A sample will consist of a set of specific observations. The number of the individual observations in the sample is called the sample size. From the sample we can calculate a sample mean and a sample standard deviation, and these will generally differ from the population mean and standard deviation. Finally, we can define a sampling distribution, which is the distribution of estimates we would obtain if we repeated the sampling process many times. The width of the sampling distribution is called the standard error, and it tells us how precise our estimates are. In other words, the standard error provides a measure of the uncertainty associated with our parameter estimate. As a general rule, the larger the sample size, the smaller the standard error and thus the less uncertain the estimate.

It is critical that we don’t confuse the standard deviation and the standard error. The standard deviation is a property of the population. It tells us how much spread there is among individual observations we could make. For example, if we consider the population of voting districts, the standard deviation tells us how different different districts are from one another. By contrast, the standard error tells us how precisely we have determined a parameter estimate. If we wanted to estimate the mean voting outcome over all districts, the standard error would tells us how accurate our estimate for the mean is.

Key concepts of statistical sampling. The variable of interest that we are studying has some true distribution in the population, with a true population mean and standard deviation. Any finite sample of that variable will have a sample mean and standard deviation that differ from the population parameters. If we sampled repeatedly and calculated a mean each time, then the resulting means would be distributed according to the sampling distribution of the mean. The standard error provides information about the width of the sampling distribution, which informs us about how precisely we are estimating the parameter of interest (here, the population mean).

In this section, you will learn how to plot error bars of maths scores by race by using data provided in exam tibble data frame.

Firstly, the code chunk below will be used to derive the necessary summary statistics.

code block

my_sum <- exam %>%
  group_by(RACE) %>%
  summarise(
    n=n(),
    mean=mean(MATHS),
    sd=sd(MATHS)
    ) %>%
  mutate(se=sd/sqrt(n-1))

group_by() of dplyr package is used to group the observation by RACE,
summarise() is used to compute the count of observations, mean, standard deviation
mutate() is used to derive standard error of Maths by RACE, and
the output is save as a tibble data table called my_sum.

What did Prof Kam say?

Things to learn from the code chunk above:

group_by() of dplyr package is used to group the observation by RACE,
summarise() is used to compute the count of observations, mean, standard deviation
mutate() is used to derive standard error of Maths by RACE, and
the output is save as a tibble data table called my_sum.

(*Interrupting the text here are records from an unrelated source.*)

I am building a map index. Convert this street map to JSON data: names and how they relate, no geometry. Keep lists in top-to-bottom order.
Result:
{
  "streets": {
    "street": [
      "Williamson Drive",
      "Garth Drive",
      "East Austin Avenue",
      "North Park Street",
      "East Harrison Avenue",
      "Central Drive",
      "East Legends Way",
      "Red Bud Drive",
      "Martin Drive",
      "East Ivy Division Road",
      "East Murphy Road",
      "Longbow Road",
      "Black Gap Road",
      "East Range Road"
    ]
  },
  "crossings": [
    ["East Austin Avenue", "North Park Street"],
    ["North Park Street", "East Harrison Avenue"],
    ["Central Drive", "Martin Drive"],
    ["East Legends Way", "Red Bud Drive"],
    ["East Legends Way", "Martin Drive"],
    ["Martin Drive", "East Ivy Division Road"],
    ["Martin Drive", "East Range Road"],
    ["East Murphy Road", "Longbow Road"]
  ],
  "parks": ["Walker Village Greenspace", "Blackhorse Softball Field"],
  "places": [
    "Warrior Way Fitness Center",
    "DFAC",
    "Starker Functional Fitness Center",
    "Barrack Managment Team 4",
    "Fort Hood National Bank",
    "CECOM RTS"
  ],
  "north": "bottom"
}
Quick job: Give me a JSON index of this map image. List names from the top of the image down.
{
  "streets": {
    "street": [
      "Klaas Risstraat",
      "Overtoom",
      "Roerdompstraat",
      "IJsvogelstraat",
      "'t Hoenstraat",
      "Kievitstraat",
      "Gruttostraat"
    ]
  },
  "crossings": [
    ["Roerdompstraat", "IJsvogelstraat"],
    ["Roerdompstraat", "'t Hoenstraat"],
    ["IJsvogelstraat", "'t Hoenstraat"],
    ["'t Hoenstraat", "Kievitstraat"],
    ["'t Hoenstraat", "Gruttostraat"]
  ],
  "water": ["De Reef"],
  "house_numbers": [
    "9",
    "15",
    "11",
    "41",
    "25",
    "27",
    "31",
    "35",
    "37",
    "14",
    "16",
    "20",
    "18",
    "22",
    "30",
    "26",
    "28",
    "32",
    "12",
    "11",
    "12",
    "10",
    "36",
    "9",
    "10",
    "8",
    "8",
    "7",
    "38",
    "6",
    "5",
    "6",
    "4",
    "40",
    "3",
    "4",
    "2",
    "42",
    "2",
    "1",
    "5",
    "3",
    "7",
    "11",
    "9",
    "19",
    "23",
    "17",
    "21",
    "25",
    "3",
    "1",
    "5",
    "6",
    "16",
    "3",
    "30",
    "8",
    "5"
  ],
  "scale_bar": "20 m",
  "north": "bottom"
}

Next, the code chunk below will be used to display my_sum tibble data frame in an html table format.

code block

knitr::kable(head(my_sum), format = 'html')

RACE	n	mean	sd	se
Chinese	193	76.50777	15.69040	1.132357
Indian	12	60.66667	23.35237	7.041005
Malay	108	57.44444	21.13478	2.043177
Others	9	69.66667	10.72381	3.791438

3.1.1 Plotting standard error bars of point estimates

Now we are ready to plot the standard error bars of mean maths score by race as shown below.

The plot
The code chunk

code block

ggplot(my_sum) +
  geom_errorbar(
    aes(x=RACE, 
        ymin=mean-se, 
        ymax=mean+se), 
    width=0.2, 
    colour="black", 
    alpha=0.9, 
    size=0.5) +
  geom_point(aes
           (x=RACE, 
            y=mean), 
           stat="identity", 
           color="red",
           size = 1.5,
           alpha=1) +
  ggtitle("Standard error of mean Maths score by Race")

What did Prof Kam say?

Things to learn from the code chunk above:

The error bars are computed by using the formula mean+/-se.
For geom_point(), it is important to indicate stat=“identity”.

3.1.2 Plotting confidence interval of point estimates

Instead of plotting the standard error bar of point estimates, we can also plot the confidence intervals of mean maths score by race.

The plot
The code chunk

code block

ggplot(my_sum) +
  geom_errorbar(
    aes(x=reorder(RACE, -mean), 
        ymin=mean-1.96*se, 
        ymax=mean+1.96*se), 
    width=0.2, 
    colour="black", 
    alpha=0.9, 
    size=0.5) +
  geom_point(aes
           (x=RACE, 
            y=mean), 
           stat="identity", 
           color="red",
           size = 1.5,
           alpha=1) +
  labs(x = "Maths score",
       title = "95% confidence interval of mean Maths score by Race")

What did Prof Kam say?

Things to learn from the code chunk above:

The confidence intervals are computed by using the formula mean+/-1.96*se.
The error bars is sorted by using the average maths scores.
labs() argument of ggplot2 is used to change the x-axis label.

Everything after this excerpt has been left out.